[Stored data]:

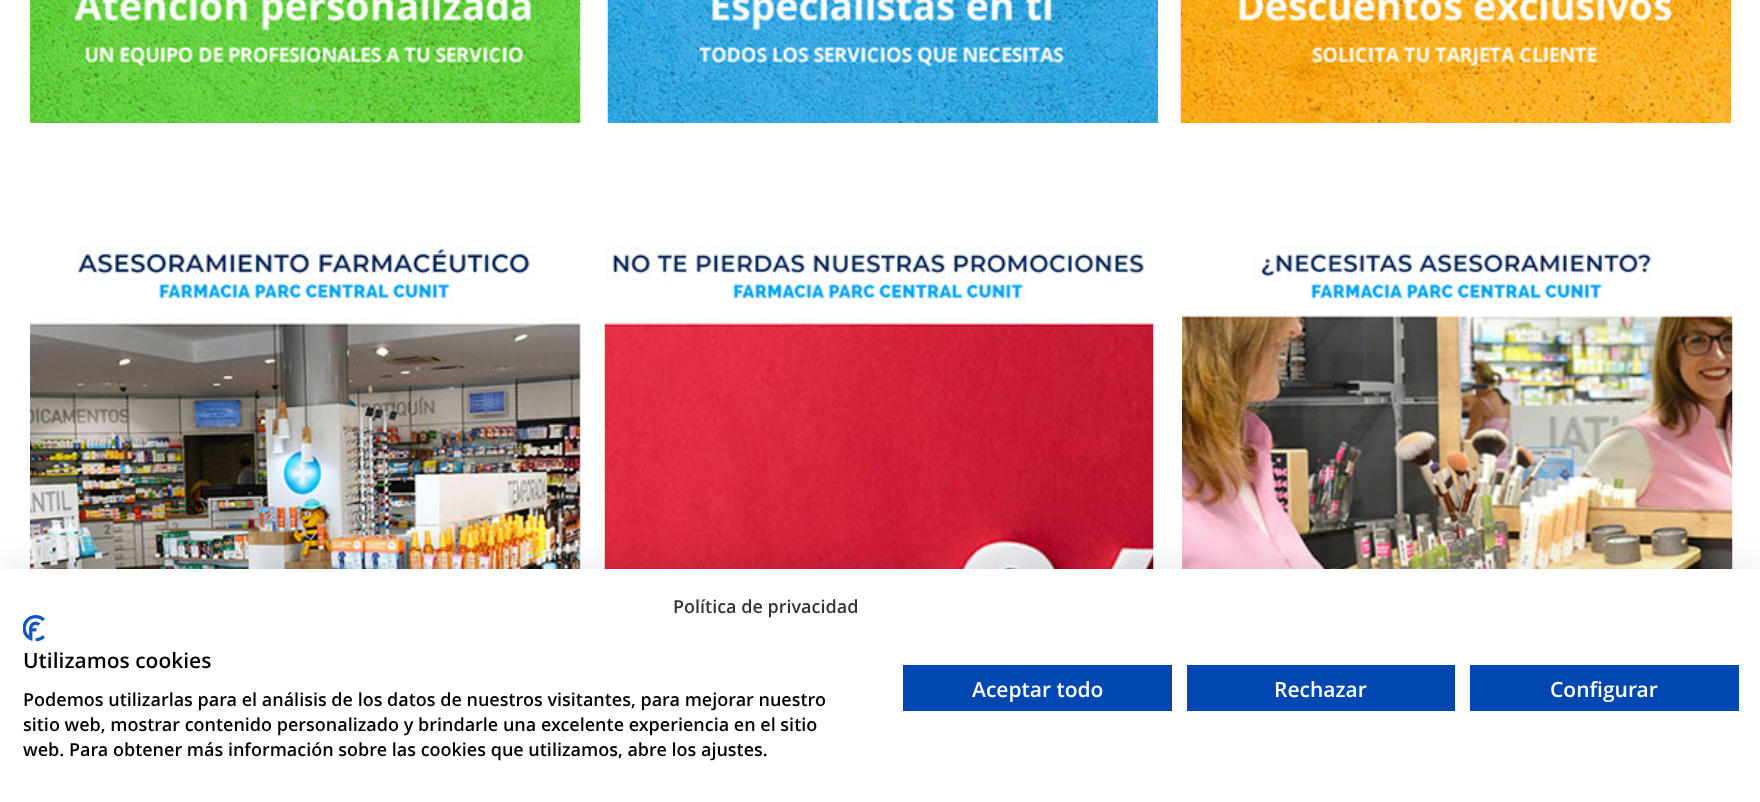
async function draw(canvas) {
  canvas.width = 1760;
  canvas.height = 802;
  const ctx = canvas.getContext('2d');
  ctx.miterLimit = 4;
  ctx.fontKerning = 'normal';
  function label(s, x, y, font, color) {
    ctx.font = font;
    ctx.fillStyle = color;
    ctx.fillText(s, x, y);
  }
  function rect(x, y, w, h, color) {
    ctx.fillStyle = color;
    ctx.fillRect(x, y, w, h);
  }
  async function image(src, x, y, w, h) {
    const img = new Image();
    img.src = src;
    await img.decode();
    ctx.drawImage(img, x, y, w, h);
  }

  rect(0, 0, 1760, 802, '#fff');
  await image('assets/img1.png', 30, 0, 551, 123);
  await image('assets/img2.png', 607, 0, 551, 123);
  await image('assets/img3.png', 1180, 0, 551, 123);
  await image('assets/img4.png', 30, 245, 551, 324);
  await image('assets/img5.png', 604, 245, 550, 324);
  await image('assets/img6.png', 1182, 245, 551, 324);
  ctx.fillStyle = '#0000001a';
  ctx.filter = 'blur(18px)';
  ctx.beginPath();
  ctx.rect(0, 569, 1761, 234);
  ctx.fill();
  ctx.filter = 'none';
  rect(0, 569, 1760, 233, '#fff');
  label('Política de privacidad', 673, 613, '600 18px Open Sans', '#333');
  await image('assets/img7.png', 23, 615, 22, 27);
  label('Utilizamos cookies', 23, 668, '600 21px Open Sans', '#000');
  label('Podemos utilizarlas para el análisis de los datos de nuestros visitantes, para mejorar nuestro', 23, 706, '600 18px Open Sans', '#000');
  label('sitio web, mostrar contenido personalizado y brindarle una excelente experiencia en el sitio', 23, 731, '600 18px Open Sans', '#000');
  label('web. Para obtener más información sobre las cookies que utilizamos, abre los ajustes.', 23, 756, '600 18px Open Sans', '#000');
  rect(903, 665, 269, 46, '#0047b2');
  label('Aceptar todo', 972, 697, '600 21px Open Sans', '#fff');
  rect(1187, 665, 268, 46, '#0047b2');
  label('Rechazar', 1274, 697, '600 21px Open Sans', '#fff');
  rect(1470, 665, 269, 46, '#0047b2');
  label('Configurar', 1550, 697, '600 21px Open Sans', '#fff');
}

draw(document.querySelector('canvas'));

[What you are asked to do]: Only lines holding "const" are wanted; copy all of them from the listing.

[Answer to this task]:
  const ctx = canvas.getContext('2d');
    const img = new Image();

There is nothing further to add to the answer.